Since some executions can have a data race, r2 is allowed to read the initial value or a write it is in data race with; so a concurrent write. So that gives the values 0 and 1.

The JMM is happens-before consistent; so a read needs to see the most recent write before it in the happens-before order or a write it is racing with. This will prevent undefined behavior as you can get with e.g. C++ where any value can be returned.

Answer 2

Yeah, your analysis looks right. This is the StoreLoad litmus test with only one of the sides having a StoreLoad barrier (like C++ std::atomic iwth memory_order_seq_cst, or Java volatile). It's needed in both to shut down this possibility. See Jeff Preshing's Memory Reordering Caught in the Act for details on the case where neither side has such a barrier.

StoreLoad reordering of a=1 with b=this.b allows an effective order of

   thread1        thread2
                  b=this.b        // reads 0
    b=1
    a=this.a                      // reads 0
                  a=1

(This mess of names is why it's normal for examples and reordering litmus tests to pick names like r0 and r1 for "registers" to talk about load results that threads observed, definitely not the same names as the shared variables which make the meaning of a statement context-sensitive and a pain to look at and think about in a reordering diagram.)

So thread1's Store can still be forwarded after the Load and therefore thread1::b = 0 and thread2::a = 0 is possible.

It seems you mean "reordered after", not forwarded. "Forwarding" in a memory-ordering context would mean store-to-load forwarding (where a load pulls data from the store buffer before it becomes globally visible, so it sees its own stores right away, in a different order relative to other things than other threads would). But neither of your threads is reloading its own stores, so that's not happening.

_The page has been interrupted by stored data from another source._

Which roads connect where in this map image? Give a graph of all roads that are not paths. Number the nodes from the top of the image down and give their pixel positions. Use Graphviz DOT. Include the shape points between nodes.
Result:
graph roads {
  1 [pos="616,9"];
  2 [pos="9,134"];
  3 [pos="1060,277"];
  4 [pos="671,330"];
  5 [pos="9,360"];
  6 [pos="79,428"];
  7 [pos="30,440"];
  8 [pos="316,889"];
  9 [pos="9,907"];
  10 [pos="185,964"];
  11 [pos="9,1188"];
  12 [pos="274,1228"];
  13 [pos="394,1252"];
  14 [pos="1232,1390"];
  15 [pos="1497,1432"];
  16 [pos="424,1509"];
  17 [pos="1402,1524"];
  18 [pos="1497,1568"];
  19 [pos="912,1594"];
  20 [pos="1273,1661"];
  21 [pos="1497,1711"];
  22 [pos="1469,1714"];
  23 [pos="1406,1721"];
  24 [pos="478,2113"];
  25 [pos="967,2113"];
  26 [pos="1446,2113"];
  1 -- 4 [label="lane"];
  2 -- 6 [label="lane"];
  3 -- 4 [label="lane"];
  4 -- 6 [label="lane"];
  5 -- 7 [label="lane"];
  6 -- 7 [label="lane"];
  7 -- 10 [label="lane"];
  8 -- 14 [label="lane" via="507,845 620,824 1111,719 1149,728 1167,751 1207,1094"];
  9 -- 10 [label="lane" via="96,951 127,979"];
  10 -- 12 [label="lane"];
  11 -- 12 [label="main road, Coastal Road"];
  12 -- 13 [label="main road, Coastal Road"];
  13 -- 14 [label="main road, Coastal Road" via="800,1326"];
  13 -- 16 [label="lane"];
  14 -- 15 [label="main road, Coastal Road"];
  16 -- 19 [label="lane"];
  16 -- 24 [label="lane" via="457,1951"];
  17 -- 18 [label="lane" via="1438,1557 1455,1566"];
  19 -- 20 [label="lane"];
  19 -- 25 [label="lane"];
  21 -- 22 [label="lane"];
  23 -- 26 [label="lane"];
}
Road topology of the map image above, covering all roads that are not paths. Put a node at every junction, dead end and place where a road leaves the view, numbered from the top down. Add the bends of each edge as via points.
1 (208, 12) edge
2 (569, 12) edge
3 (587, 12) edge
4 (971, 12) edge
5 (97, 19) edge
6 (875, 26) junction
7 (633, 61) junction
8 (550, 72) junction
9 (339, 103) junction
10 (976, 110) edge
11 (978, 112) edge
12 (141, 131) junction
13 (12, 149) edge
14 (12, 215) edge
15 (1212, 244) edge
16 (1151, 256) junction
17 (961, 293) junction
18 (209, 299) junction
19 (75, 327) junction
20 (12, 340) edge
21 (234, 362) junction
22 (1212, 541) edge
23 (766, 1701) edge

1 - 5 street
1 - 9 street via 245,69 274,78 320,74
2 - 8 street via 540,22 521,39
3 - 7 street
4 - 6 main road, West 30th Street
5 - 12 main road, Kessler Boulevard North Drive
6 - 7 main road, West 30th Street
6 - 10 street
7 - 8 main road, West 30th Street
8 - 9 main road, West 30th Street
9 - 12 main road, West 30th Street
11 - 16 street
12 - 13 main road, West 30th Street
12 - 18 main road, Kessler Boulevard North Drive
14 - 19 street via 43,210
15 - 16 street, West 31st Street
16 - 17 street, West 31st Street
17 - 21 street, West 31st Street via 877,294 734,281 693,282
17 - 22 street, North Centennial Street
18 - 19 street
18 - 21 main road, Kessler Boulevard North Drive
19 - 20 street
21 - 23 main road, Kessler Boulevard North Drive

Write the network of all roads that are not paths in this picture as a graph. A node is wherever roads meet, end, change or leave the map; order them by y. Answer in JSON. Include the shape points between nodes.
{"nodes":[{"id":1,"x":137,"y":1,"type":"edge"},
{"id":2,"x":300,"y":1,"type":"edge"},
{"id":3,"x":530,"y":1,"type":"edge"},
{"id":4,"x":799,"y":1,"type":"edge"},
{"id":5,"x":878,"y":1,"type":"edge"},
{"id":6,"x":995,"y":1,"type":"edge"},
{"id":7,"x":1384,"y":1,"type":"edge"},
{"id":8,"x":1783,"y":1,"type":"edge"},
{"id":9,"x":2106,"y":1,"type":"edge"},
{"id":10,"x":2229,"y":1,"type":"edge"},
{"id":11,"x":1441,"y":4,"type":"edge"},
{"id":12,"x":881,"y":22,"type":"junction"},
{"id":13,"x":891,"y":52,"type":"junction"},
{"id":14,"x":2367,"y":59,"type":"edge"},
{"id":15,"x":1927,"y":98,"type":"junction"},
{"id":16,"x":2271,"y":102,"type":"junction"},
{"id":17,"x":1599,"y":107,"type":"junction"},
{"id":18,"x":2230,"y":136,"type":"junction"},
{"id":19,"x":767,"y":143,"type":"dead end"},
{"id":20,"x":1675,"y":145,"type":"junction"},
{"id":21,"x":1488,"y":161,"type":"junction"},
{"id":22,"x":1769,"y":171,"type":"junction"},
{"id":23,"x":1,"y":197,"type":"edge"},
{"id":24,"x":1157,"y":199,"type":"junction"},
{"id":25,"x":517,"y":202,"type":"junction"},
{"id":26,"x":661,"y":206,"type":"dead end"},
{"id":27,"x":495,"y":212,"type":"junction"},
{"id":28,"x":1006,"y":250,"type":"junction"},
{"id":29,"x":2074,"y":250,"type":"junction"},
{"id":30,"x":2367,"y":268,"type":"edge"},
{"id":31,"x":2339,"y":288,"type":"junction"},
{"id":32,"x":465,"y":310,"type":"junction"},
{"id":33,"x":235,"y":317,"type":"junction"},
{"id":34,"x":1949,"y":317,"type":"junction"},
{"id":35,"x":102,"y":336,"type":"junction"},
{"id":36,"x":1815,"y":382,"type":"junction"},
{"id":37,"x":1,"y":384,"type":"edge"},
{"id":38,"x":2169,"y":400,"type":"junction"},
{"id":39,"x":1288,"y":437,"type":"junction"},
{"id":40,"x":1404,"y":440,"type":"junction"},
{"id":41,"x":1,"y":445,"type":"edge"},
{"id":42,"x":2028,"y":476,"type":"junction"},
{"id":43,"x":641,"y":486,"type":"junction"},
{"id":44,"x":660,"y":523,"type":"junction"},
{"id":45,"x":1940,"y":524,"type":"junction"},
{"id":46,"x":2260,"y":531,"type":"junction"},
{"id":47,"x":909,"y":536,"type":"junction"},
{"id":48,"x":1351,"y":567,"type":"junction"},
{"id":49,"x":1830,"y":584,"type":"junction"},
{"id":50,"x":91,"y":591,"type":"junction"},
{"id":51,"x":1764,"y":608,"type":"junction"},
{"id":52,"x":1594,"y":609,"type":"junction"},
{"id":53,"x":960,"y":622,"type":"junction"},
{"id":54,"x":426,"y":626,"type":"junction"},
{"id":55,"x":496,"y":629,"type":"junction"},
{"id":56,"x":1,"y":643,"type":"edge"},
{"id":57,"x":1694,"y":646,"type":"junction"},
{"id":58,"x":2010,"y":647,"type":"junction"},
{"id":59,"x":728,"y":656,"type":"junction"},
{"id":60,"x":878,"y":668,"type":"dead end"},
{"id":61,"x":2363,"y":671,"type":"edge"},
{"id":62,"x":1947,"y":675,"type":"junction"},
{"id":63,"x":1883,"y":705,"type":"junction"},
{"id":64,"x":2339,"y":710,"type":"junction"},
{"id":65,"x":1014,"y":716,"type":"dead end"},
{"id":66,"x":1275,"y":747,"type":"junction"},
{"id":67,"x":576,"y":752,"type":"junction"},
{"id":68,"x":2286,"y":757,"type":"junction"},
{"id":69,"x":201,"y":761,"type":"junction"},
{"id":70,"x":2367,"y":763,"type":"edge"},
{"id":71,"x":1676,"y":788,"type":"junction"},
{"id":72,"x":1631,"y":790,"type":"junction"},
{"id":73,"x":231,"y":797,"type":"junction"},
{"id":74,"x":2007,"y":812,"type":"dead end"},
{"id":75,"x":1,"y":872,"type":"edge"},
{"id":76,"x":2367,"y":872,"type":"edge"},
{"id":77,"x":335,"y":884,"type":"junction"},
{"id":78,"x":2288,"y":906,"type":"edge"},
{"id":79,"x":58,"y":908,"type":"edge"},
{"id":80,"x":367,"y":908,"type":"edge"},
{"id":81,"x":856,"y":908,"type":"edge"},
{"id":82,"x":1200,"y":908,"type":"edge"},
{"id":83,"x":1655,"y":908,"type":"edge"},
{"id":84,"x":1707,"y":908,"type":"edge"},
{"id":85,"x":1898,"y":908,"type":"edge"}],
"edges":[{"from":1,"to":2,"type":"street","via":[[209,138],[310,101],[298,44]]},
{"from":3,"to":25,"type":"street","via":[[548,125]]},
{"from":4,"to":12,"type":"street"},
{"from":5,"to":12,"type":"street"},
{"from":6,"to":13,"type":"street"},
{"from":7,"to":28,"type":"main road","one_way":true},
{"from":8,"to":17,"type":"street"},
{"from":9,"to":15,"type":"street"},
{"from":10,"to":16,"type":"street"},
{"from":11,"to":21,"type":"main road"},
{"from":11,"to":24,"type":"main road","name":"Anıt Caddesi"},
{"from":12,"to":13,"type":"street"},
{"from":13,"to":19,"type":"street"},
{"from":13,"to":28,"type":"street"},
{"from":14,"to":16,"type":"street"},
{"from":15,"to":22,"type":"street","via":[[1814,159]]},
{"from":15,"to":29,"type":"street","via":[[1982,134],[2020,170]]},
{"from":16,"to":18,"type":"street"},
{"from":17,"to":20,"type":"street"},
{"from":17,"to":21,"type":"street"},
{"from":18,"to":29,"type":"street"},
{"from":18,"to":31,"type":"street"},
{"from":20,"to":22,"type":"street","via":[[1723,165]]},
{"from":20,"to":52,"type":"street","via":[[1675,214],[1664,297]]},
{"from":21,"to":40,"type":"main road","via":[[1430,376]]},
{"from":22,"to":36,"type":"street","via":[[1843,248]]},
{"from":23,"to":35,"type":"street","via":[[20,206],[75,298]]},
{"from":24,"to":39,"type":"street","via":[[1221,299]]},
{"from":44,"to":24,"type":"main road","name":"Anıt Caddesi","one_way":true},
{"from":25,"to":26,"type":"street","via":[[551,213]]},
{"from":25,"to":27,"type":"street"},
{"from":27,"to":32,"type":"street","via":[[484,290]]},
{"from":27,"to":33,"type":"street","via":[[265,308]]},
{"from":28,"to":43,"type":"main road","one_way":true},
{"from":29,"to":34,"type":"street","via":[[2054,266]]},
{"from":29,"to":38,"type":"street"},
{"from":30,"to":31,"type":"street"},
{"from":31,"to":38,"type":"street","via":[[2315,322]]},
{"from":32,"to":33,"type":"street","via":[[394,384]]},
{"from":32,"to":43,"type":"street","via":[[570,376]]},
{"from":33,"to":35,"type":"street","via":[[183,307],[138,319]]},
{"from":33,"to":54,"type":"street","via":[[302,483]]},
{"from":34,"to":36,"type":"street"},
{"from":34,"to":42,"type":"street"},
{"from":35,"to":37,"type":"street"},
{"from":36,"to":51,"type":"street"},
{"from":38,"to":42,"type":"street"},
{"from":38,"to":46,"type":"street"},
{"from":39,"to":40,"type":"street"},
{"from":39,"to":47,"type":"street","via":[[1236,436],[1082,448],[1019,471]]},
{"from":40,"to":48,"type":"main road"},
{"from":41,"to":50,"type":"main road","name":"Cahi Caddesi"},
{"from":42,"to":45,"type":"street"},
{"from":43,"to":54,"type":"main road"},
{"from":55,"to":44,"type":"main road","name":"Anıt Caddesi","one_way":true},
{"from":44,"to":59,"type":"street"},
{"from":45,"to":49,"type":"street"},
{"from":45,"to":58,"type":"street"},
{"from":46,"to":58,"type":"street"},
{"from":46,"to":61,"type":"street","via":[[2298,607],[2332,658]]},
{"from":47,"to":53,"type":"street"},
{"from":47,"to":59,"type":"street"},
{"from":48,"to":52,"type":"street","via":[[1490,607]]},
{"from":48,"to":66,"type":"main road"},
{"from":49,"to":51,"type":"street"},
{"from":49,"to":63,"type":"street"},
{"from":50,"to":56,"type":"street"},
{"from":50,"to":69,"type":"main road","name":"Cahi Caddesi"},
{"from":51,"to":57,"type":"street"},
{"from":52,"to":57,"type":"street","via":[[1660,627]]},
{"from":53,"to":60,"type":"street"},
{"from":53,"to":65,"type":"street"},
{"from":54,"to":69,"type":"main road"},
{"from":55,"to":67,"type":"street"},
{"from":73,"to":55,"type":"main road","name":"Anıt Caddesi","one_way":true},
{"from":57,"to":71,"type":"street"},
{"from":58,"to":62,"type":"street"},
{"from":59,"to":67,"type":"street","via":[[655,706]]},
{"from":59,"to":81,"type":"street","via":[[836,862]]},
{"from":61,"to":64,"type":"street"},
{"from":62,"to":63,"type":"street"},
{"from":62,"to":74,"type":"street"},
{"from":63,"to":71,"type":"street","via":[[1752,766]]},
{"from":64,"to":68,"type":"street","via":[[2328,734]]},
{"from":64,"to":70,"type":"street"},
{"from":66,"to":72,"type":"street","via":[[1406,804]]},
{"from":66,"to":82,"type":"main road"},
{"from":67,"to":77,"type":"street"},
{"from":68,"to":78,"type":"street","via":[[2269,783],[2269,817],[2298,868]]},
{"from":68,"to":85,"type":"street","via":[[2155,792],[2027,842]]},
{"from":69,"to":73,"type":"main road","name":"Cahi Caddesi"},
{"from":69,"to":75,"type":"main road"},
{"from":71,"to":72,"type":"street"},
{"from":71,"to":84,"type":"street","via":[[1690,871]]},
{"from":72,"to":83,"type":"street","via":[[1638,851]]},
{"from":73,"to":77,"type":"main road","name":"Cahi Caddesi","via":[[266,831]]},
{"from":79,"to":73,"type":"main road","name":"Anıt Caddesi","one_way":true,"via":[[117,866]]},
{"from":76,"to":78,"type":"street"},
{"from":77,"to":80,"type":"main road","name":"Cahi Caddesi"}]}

x86's memory model is basically program-order + a store buffer with store-to-load forwarding, so StoreLoad reordering is the only kind that can happen.

So yes, this is the closest you can come to ruling out ra=rb=0 while still leaving a window open for it to happen. Running on a strongly-ordered ISA (x86), with a barrier in one side.

It's also going to be really unlikely to observe when you only make one test per thread startup; not surprised it took you 30 minutes for these executions to happen at close enough to the same time across cores to observe this. (Testing faster is non-trivial, like a 3rd thread that resets things between tests and wakes both other threads? But doing something to make it more likely that both threads reach this code at the same time could help a lot, like maybe having them both spin-wait for the same variable, so they'd likely wake within a hundred cycles of each other.)